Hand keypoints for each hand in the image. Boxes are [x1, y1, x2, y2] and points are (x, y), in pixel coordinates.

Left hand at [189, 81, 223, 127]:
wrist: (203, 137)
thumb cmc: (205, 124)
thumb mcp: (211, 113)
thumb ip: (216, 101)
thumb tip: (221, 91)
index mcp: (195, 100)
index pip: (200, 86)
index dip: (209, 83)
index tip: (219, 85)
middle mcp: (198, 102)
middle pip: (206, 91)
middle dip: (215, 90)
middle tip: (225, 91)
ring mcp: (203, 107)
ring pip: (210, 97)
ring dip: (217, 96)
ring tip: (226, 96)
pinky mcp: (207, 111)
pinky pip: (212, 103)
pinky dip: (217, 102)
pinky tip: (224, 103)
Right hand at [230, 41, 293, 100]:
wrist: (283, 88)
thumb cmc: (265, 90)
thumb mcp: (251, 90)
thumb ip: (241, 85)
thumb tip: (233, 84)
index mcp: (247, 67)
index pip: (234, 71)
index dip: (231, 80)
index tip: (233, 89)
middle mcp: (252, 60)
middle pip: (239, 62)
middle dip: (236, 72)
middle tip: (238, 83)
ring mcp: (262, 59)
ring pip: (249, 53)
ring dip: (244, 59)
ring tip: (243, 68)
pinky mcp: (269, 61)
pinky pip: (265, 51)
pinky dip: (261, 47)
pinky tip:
--- --- ---
§ TASK TO COMPLETE: Only the lines from the one containing "thumb cmc: (205, 124)" through the end of the data above are wanted, both ends included; restate them word for word.

§ REPLY:
thumb cmc: (205, 124)
thumb mcp: (211, 113)
thumb ip: (216, 101)
thumb tip: (221, 91)
index mcp: (195, 100)
index pip: (200, 86)
index dip: (209, 83)
index tip: (219, 85)
middle mcp: (198, 102)
middle pip: (206, 91)
middle dip: (215, 90)
middle tip: (225, 91)
ring mcp: (203, 107)
ring pip: (210, 97)
ring dip: (217, 96)
ring tip: (226, 96)
pinky mcp: (207, 111)
pinky pip: (212, 103)
pinky dip: (217, 102)
pinky tip: (224, 103)
Right hand at [230, 41, 293, 100]:
wrist: (283, 88)
thumb cmc: (265, 90)
thumb mcp: (251, 90)
thumb ip: (241, 85)
thumb tip: (233, 84)
index mcp: (247, 67)
index pip: (234, 71)
index dip: (231, 80)
index tip: (233, 89)
middle mcp: (252, 60)
middle pip: (239, 62)
middle dip: (236, 72)
middle tip: (238, 83)
ring mcp: (262, 59)
ring pip: (249, 53)
ring dip: (244, 59)
ring tip: (243, 68)
pinky mcp: (269, 61)
pinky pip: (265, 51)
pinky dip: (261, 47)
pinky tip:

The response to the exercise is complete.